Next Speaker: Steve Chick is a Professor of Technology and Operations Management at INSEAD. He was named Academic Director of INSEAD's Healthcare Management Initiative and the Novartis Chair of Healthcare Management in 2008. He received his MS and PhD from the University of California at Berkeley in Industrial Engineering and Operations Research and his BS in Mathematics from Stanford University. Prior to joining INSEAD in 2001, he was a faculty member at the University of Michigan’s Industrial and Operations Engineering department and had worked for five years in the automotive and software industries. His research brings together operations management, simulation and statistical decision-making tools to help improve health care operations and new health technology assessment. He has held all elected officer positions of the INFORMS Simulation Society and has been active with editorial responsibilities, is a past president of the INFORMS Health Applications Society, and is an INFORMS Fellow.

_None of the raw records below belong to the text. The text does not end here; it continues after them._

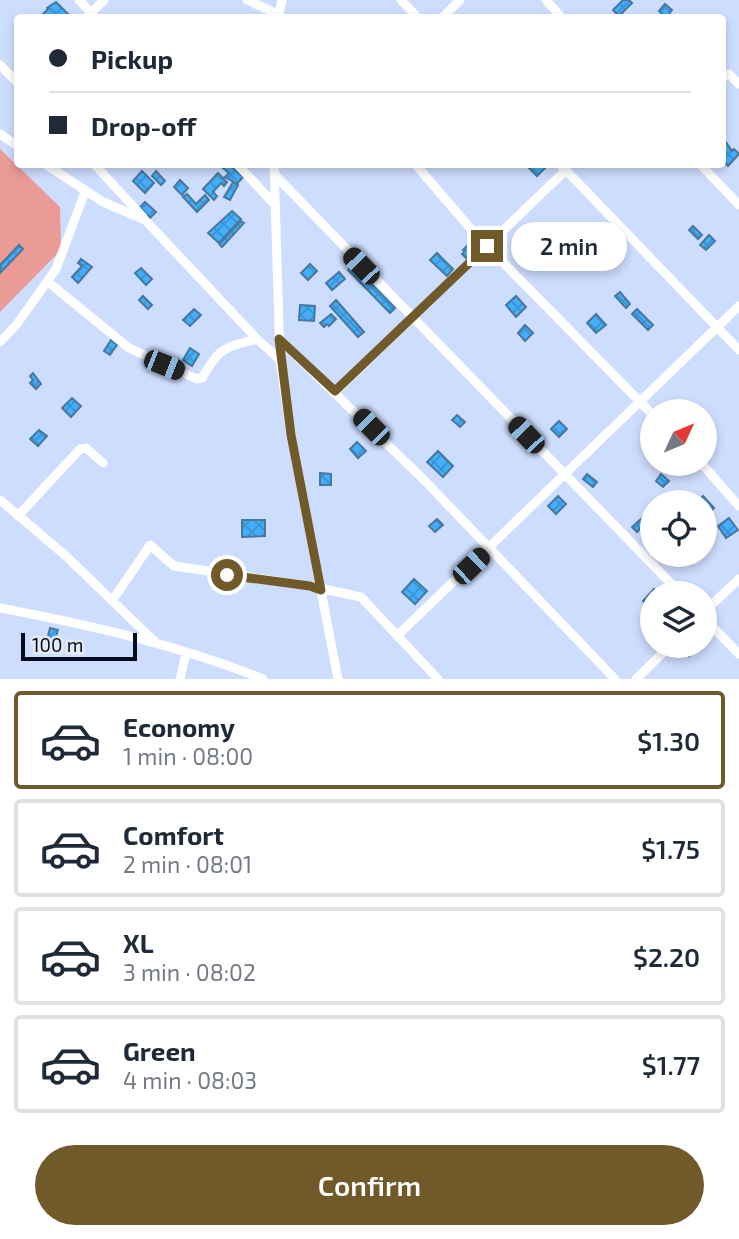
<!DOCTYPE html>
<html lang="en">
<head>
<meta charset="utf-8">
<style>
  :root { --surface:#fff; --page:#f2f2f3; --text:#1f2937; --muted:#747a83; --line:#e0e1e3; --accent:#715a2a }
  body { margin:0; font-family:"Exo 2",sans-serif; background:var(--page); color:var(--text); height:100vh; display:flex; flex-direction:column; font-size:26px; white-space:nowrap }
  * { box-sizing:border-box; margin:0 }
  p { font-size:23px; color:var(--muted) }
  .icon { flex:none; width:38px; height:38px; fill:none; stroke:currentColor; stroke-width:2; stroke-linecap:round; stroke-linejoin:round }
  .map { position:relative; height:679px; overflow:hidden }
  .sheet { display:flex; flex-direction:column; background:var(--surface); flex:1 }
  .sheet>* { flex:none }
  .top-card { position:absolute; left:14px; top:14px; width:712px; height:154px; border-radius:7px; box-shadow:0 4px 10px #0003; display:grid; align-content:center; height:154px; padding:0 35px; background:var(--surface) }
  .needle { width:46px; rotate:46deg }
  .fabs { position:absolute; left:640px; top:399px; display:grid; gap:14px }
  .fabs a { display:grid; place-items:center; width:77px; height:77px; border-radius:50%; background:var(--surface); box-shadow:0 4px 10px #0003; font-size:35px }
  .scale { position:absolute; left:21px; bottom:18px; width:116px; box-sizing:border-box; padding-left:7px; border:4px solid #040b1d; border-top:0; font-size:19px; line-height:24px; white-space:nowrap; color:#040b1d; -webkit-text-stroke:5px #e4eaf5; paint-order:stroke }
  .end { position:absolute; width:32px; height:32px; margin:-16px; border:9px solid #715a2a; background:#fff; box-shadow:0 0 0 4px #fff }
  .from { border-radius:50% }
  .bubble { position:absolute; height:49px; border-radius:24px; background:var(--surface); box-shadow:0 4px 10px #0003; font-size:23px; font-weight:600; line-height:49px; text-align:center }
  .car { position:absolute; width:21px; height:42px; margin:-21px -10px; border-radius:9px; box-shadow:0 0 5px 2px #0007; background:linear-gradient(#222 24%,#8ab4d8 0 40%,#222 0 76%,#8ab4d8 0 86%,#222 0) }
  .top-card b { display:flex; align-items:center; gap:24px; height:66px; font-size:26px }
  .top-card b+b { border-top:2px solid var(--line) }
  .top-card i { width:18px; height:18px; background:var(--text) }
  ul { padding:12px 0 0; list-style:none }
  li { display:flex; align-items:center; gap:21px; height:98px; margin:0 14px 10px; padding:0 21px; border:4px solid var(--line); border-radius:7px }
  li div { flex:1 }
  li b { display:block; font-size:26px }
  li em { font-style:normal; font-weight:600 }
  li.on { border-color:var(--accent) }
  li>.icon { width:63px; height:63px; stroke-width:1.5 }
  .cta { display:flex; gap:14px; margin-top:auto; padding:14px 35px }
  .cta a { flex:1; height:80px; border-radius:42px; background:var(--accent); color:#fff; font-size:28px; font-weight:600; line-height:80px; text-align:center }
  .map>svg:first-child { display:block }
</style>
</head>
<body>
<div class="map">
<svg width="739" height="679" viewBox="0 0 739 679">
  <defs>
    <pattern id="building-cross-hatch" width="8" height="8" patternUnits="userSpaceOnUse" patternTransform="scale(1.75)"><rect width="8" height="8" fill="#43aef9"/><path d="M0 0l8 8M0 8l8-8" fill="none" stroke="#3994d5"/></pattern>
  </defs>
  <rect width="100%" height="100%" fill="#cdddfd"/>
  <!-- park -->
  <path fill="#ea9b96" d="M0 149 60 207 61 250 0 312Z"/>
  <!-- building -->
  <path fill="url(#building-cross-hatch)" stroke="#48789e" stroke-width="2" d="M623 0H629L632 3 619 16 613 10Z
    M56 2 69 15 67 18H39L48 9 47 8Z
    M665 4 672 10 666 18 659 11Z
    M723 138 732 151 734 149 739 154 728 166 723 160 725 158Z
    M228 164 243 177 237 184 225 177 229 173 219 165Z
    M530 164H545L547 166 537 176 528 167Z
    M142 171 154 183 145 193 133 181Z
    M156 171 165 181 161 185 152 176Z
    M218 173 227 182 224 186 221 183 213 192 217 196 214 200 203 189Z
    M180 180 188 188 182 195 174 187Z
    M233 182 238 185 230 200 224 197Z
    M187 194 196 204 205 195 209 200 197 212 183 197Z
    M145 202 156 212 150 218 140 207Z
    M232 211 241 219 219 243 208 233Z
    M241 221 244 223 222 247 219 244Z
    M693 226 702 235 698 239 689 230Z
    M709 235 715 241 706 250 700 245Z
    M472 241 478 247 466 258 462 254 465 251 463 250Z
    M584 243 592 251 584 259 576 251Z
    M19 245 23 249 0 273V265Z
    M543 250 549 256 541 263 535 257Z
    M437 253 453 269 447 276 430 260Z
    M81 259 92 267 78 283 72 277 82 266 78 263Z
    M310 264 317 271 308 280 301 273Z
    M353 265 395 308 390 313 348 270Z
    M141 268 152 279 146 285 135 273Z
    M339 272 345 279 332 290 326 283Z
    M620 292 630 304 626 308 615 296Z
    M143 296 152 305 148 309 139 300Z
    M516 296 526 307 516 317 506 305Z
    M336 300 364 332 358 337 330 306Z
    M300 305 315 306 314 321 299 320Z
    M194 309 201 315 190 326 183 320Z
    M637 309 653 325 648 330 632 314Z
    M331 314 336 319 329 326 327 324 324 327 320 323Z
    M596 314 606 325 596 333 587 323Z
    M525 325 533 333 525 341 518 333Z
    M111 340 117 345 110 355 104 351Z
    M190 348 199 354 192 366 183 360Z
    M33 373 41 384 36 389 30 383 33 380 30 376Z
    M72 398 81 406 71 417 62 408Z
    M457 415 465 422 460 427 452 420Z
    M559 421 567 429 559 437 551 429Z
    M39 430 47 436 38 446 30 439Z
    M357 442 366 451 358 458 350 449Z
    M438 451 453 466 443 477 427 462Z
    M320 473 331 474V485H320Z
    M587 474 597 482 593 487 583 479Z
    M661 474 669 481 663 487 656 481Z
    M558 496 566 504 556 514 548 506Z
    M703 496 714 508 705 517V502H697Z
    M729 518 738 530 726 538 718 526Z
    M437 519 443 525 435 532 429 526Z
    M641 519 645 524 637 532 632 527Z
    M242 520H265V536L242 537Z
    M414 579 427 591 415 604 402 592Z
    M654 589 658 593H653L652 609 643 601Z
    M50 628 58 630 54 642 47 640Z
    M684 646H694L697 649 689 656 682 648Z"/>
  <g fill="none" stroke-linecap="round" stroke-linejoin="round">
    <!-- street -->
    <path stroke="#fff" stroke-width="9" d="M79 0 96 18
      M247 0 271 11 279 18
      M401 0 418 18
      M546 0 562 18
      M86 18 104 0
      M278 18 282 0
      M442 18 460 0
      M0 65 18 83
      M723 77 729 74 739 84
      M0 134 18 146
      M45 164 103 202 145 220 257 339 280 360
      M94 164 143 217
      M237 164 276 206
      M274 164 280 360 291 435 338 679
      M415 164 477 236 653 415
      M560 164 739 350
      M700 164 739 205
      M275 175 680 593
      M48 282 129 348 197 379 202 378C220 347 223 348 257 339
      M279 339 425 481 615 679
      M0 342 17 324 56 269 85 192
      M335 392 566 170
      M702 464 739 506
      M0 500 66 556 156 643
      M18 516 80 449 86 448 103 463
      M112 601 150 545 174 566 310 586 361 597 438 679
      M0 608C89 625 179 645 263 679
      M705 611 739 579
      M705 619 739 654
      M399 634 739 306
      M180 679 186 653
      M636 679 670 646"/>
  </g>
  <g fill="none" stroke-linecap="round" stroke-linejoin="round">
    <!-- route -->
    <path stroke="#715a2a" stroke-width="9" d="M227 575 310 586 321 590 291 435 279 339 335 391 487 246"/>
  </g>
</svg>
<div class="fabs">
<a><svg class="needle" viewBox="-14 -14 28 28"><path d="M0-13l5 13h-10z" fill="#e53935"/><path d="M0 13l5-13h-10z" fill="#747a83"/></svg></a>
<a><svg class="icon" aria-label="locate" viewBox="0 0 24 24"><circle cx="12" cy="12" r="6"/><path d="M12 2v4M12 18v4M2 12h4M18 12h4"/></svg></a>
<a><svg class="icon" aria-label="layers" viewBox="0 0 24 24"><path d="M12 4l9 5-9 5-9-5zM3 14l9 5 9-5"/></svg></a>
</div>
<div class="scale">100 m</div>
<i class="end from" style="left:227px;top:575px"></i>
<i class="end" style="left:487px;top:246px"></i>
<div class="bubble" style="left:511px;top:222px;width:116px">2 min</div>
<i class="car" style="left:361px;top:266px;rotate:316deg"></i>
<i class="car" style="left:164px;top:365px;rotate:112deg"></i>
<i class="car" style="left:371px;top:427px;rotate:315deg"></i>
<i class="car" style="left:526px;top:435px;rotate:316deg"></i>
<i class="car" style="left:471px;top:566px;rotate:46deg"></i>
<div class="top-card">
<b><i class="from"></i>Pickup</b>
<b><i></i>Drop-off</b>
</div>
</div>
<section class="sheet">
<ul>
<li class="on"><svg class="icon" aria-label="car" viewBox="0 0 24 24"><path d="M5 17H2v-5l4-1 3-4h7l3 4 3 1v5h-3M9 17h6M6 11h13"/><circle cx="7" cy="17" r="2"/><circle cx="17" cy="17" r="2"/></svg><div><b>Economy</b><p>1 min · 08:00</p></div><em>$1.30</em></li>
<li><svg class="icon" aria-label="car" viewBox="0 0 24 24"><path d="M5 17H2v-5l4-1 3-4h7l3 4 3 1v5h-3M9 17h6M6 11h13"/><circle cx="7" cy="17" r="2"/><circle cx="17" cy="17" r="2"/></svg><div><b>Comfort</b><p>2 min · 08:01</p></div><em>$1.75</em></li>
<li><svg class="icon" aria-label="car" viewBox="0 0 24 24"><path d="M5 17H2v-5l4-1 3-4h7l3 4 3 1v5h-3M9 17h6M6 11h13"/><circle cx="7" cy="17" r="2"/><circle cx="17" cy="17" r="2"/></svg><div><b>XL</b><p>3 min · 08:02</p></div><em>$2.20</em></li>
<li><svg class="icon" aria-label="car" viewBox="0 0 24 24"><path d="M5 17H2v-5l4-1 3-4h7l3 4 3 1v5h-3M9 17h6M6 11h13"/><circle cx="7" cy="17" r="2"/><circle cx="17" cy="17" r="2"/></svg><div><b>Green</b><p>4 min · 08:03</p></div><em>$1.77</em></li>
</ul>
<div class="cta"><a>Confirm</a></div>
</section>
</body>
</html>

Seminar Title: Effective Health Technologies Faster? Value-Based, Response Adaptive Learning in Clinical Trials
Date and Time: Friday, September 26th, at 1:00-2:00 PM EST
Abstract: Clinical trials are used to evaluate the health benefit of new health technologies, such as pharmaceuticals, but are quite costly and therefore have been the subject of much study. Health technology adoption decisions are often made based on not only health benefit, but the costs of drugs and treatment processes. Is it possible that this mismatch between incentives at different steps of the health innovation pipeline, clinical effectiveness on the one hand and cost-effectiveness on the other, may lead to suboptimal decisions? We introduce and explore a stream of work that seeks to improve the allocation of resources to clinical trials in a way that balances health value for money for treatments that are ultimately approved. The stream uses work from Bayesian sequential optimal learning and from game theory. We first look at basic trade-offs in a fully sequential two-arm trial design, to balance the costs of collecting more trial data with the expected opportunity costs averted by making decisions with better information. We then explore three “RE”s motivated by trials in practice: RElevance to health system processes (e.g., clinical trials in public funded systems like the UK), REinforce the base model (with extensions to multi-arm trials and precision medicine), and REward (account for financial incentives like pricing and conditional approval in the drug development supply chain).